Humaniste de tempérament, Tourgueniev se distingue par son goût de la mesure, du détail juste, du mot clair. Il rejette les excès et les fanatismes, préférant sonder les cœurs silencieux, les existences discrètes, les douleurs qui n’éclatent pas.
Homme d’ouverture, il voyage beaucoup et séjourne longuement en France et en Allemagne. Il cultive des amitiés littéraires profondes avec plusieurs grands écrivains européens.
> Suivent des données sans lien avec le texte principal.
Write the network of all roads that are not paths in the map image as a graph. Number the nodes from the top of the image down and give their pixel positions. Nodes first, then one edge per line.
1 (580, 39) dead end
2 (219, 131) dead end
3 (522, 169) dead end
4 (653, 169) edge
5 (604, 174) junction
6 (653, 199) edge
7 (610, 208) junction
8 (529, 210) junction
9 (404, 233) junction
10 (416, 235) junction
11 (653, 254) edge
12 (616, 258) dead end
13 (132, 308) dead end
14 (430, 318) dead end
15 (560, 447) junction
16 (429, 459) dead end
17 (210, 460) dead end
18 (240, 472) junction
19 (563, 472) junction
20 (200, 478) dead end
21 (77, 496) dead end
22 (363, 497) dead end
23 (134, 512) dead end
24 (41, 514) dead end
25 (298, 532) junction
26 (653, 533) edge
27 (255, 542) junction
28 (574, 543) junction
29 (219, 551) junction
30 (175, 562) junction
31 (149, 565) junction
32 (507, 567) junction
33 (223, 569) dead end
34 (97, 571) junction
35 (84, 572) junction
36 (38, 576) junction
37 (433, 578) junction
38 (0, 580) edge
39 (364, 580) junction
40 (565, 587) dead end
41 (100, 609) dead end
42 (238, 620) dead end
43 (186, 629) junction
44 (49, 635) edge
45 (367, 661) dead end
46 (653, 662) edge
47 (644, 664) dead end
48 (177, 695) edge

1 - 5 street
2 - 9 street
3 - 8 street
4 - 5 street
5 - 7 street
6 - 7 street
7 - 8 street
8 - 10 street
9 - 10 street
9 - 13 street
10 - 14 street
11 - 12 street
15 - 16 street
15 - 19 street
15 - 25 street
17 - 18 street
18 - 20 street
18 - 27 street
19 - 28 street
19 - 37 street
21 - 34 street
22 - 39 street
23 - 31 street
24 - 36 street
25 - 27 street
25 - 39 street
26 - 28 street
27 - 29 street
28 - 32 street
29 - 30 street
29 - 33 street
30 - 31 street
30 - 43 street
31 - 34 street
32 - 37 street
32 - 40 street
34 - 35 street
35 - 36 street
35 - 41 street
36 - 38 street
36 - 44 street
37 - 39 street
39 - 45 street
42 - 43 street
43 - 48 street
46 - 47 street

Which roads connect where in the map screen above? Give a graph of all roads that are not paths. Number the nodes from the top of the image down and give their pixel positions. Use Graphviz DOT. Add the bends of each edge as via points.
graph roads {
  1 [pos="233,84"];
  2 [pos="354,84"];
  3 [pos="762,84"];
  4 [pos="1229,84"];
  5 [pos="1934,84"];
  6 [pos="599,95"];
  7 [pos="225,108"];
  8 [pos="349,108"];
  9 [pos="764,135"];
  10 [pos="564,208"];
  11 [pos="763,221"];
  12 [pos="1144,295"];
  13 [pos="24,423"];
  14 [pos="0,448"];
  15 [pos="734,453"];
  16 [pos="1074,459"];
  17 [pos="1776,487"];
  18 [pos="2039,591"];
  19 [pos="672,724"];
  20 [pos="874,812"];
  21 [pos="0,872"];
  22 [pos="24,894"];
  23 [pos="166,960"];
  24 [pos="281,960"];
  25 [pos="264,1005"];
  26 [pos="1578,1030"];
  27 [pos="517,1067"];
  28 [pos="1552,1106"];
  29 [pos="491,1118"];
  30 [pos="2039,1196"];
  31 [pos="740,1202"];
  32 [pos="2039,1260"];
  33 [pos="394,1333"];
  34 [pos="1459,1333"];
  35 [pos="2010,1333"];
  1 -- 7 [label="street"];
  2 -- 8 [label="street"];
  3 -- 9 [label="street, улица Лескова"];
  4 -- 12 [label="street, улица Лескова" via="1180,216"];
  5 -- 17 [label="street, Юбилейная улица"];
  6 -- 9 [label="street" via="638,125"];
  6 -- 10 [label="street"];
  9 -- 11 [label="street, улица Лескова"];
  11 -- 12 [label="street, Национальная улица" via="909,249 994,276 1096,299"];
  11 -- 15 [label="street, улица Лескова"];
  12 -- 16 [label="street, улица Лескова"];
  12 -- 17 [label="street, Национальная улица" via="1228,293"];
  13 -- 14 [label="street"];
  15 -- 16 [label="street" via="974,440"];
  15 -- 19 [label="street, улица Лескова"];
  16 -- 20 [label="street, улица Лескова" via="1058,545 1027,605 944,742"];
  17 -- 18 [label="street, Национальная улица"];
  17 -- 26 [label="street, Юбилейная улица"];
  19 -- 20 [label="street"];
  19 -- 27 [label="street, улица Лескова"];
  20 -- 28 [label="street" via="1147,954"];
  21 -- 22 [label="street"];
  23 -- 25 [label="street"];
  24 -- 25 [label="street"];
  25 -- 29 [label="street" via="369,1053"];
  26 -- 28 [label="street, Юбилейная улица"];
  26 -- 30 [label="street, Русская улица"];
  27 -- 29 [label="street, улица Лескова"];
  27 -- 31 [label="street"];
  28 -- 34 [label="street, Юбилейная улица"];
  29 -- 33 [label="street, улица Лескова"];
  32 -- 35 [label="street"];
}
Son attachement à l’Occident ne l’éloigne pourtant jamais de la Russie, dont il reste un témoin attentif et souvent mélancolique.
Sa prose élégante, musicale, parfois teintée d’ironie douce, refuse les simplismes. Tourgueniev peint la lenteur des vies intérieures, les silences qui en disent long, les élans étouffés. Peu de cris dans ses pages, mais beaucoup d’ombres, de soupirs, d’instants suspendus.
Ni prophète, ni polémiste, il demeure un écrivain du regard — lucide, tendre, inquiet. Sa grandeur est dans la retenue. Il incarne une Russie pensante, inquiète, en dialogue avec l’Europe.